そのためには、日ごろから何でも言い合える風土づくりが大切です。病気になった社員一人ひとりにいろいろな思いがありますし、企業は多様性を理解して受け止め、少しずつでもその社員ができることを支援してもらえればと思います。

私は働くことを支える意識には、2つあると考えています。その人の所属や職位に応じた役割意識と、そもそも一人の人間としてその人の内面から湧き上がる使命感です。前回(「がん再発を経験した元部長の『自分だからできること』」)では、私の人生の使命をお伝えしましたが、大病を経て人生と向き合ったがん経験者には、自分でも気がつかないような、他者に貢献したいという使命感が隠れていると思うのです。その使命感や思いを率直な対話で引き出すことができれば、企業にプラスに働くでしょう。

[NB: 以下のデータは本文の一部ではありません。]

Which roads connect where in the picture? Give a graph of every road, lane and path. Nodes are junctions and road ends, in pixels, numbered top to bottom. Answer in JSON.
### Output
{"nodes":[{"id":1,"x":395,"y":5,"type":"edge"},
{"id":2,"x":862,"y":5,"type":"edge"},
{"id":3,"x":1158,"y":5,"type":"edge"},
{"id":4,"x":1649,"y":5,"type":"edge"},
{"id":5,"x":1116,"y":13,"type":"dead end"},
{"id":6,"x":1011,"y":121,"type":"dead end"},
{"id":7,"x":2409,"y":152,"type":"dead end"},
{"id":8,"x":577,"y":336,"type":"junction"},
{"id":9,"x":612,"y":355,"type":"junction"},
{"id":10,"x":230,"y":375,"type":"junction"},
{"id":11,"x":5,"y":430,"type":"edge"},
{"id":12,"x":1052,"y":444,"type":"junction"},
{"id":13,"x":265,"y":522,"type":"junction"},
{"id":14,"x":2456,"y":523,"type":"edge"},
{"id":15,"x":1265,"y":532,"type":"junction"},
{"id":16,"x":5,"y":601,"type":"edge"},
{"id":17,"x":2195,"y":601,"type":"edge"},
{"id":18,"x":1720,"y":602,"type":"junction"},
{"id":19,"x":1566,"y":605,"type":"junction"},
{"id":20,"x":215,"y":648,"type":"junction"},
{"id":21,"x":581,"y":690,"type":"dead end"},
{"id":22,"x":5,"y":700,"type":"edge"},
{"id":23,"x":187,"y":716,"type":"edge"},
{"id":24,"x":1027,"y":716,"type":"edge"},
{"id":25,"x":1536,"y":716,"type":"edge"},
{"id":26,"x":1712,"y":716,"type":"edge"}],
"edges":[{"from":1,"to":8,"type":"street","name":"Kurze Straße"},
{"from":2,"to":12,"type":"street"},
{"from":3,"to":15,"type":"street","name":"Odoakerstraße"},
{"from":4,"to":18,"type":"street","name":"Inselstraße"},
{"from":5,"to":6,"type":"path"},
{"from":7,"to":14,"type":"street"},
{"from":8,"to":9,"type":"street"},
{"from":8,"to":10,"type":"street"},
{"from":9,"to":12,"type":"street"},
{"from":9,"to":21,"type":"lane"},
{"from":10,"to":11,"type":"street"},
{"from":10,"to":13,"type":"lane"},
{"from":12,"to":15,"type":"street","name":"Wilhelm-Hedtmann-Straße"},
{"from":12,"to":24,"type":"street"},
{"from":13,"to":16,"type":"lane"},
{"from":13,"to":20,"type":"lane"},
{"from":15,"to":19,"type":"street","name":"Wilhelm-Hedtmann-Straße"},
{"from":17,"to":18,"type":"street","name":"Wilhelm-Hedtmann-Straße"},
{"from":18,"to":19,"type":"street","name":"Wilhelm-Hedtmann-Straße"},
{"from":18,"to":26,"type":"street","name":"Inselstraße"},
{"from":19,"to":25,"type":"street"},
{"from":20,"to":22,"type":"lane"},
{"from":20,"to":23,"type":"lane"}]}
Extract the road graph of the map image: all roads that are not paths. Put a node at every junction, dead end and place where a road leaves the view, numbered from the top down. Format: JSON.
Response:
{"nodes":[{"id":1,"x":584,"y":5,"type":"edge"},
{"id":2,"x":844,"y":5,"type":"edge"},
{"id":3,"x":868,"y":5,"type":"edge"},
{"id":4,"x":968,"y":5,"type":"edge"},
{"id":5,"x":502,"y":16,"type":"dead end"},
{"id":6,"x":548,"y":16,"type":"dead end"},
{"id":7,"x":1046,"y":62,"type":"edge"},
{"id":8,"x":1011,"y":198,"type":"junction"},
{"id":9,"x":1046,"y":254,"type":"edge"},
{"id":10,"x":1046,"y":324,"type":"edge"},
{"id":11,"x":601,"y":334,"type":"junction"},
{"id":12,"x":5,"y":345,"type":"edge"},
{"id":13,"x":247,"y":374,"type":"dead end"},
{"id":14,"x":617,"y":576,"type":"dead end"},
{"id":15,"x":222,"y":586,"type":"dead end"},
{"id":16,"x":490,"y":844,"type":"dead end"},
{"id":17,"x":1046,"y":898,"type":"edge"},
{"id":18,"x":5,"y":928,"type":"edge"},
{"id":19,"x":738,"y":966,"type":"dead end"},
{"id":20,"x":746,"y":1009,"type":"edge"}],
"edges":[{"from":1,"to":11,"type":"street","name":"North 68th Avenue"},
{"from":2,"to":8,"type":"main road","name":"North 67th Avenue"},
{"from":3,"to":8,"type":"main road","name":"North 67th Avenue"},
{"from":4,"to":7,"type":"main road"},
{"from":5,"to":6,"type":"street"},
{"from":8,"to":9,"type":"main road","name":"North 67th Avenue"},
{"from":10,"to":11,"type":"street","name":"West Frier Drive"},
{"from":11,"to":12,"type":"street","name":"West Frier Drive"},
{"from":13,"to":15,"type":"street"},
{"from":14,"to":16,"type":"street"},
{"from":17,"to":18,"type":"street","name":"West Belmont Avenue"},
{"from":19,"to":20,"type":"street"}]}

――最後にがんの治療と仕事を両立している人に、アドバイスをお願いします。

がんになった人にはまず、自分の可能性を信じてもらいたいです。とはいえ、ポジティブであり続けるのは難しいので、時には自分の弱さを受け入れることも大事だと思います。そして、会社や患者の仲間、家族など、人とのつながりを大切にしてください。人とのつながりが実感できると「自分はここにいていいんだな」と存在価値を再確認できる喜びが生まれます。

(ライター 福島恵美)

村本高史さん
サッポロビール株式会社 人事部 プランニング・ディレクター。1987年サッポロビール入社。2009年春に頸部食道がんを発症し、放射線治療で寛解。2011年夏、人事総務部長の時に再発し、手術で喉頭を全摘。その後、食道発声教室に通い、食道発声法を習得。2014年から社内で「いのちを伝える会」を始め、通算50回、約600人が参加。以降、がん経験者の社内コミュニティ「Can Stars」の立ち上げなど、治療と仕事の両立支援策を推進。現在、NPO法人日本がんサバイバーシップネットワークの副代表理事、厚生労働省「がん診療連携拠点病院等の指定に関する検討会」構成員を務める。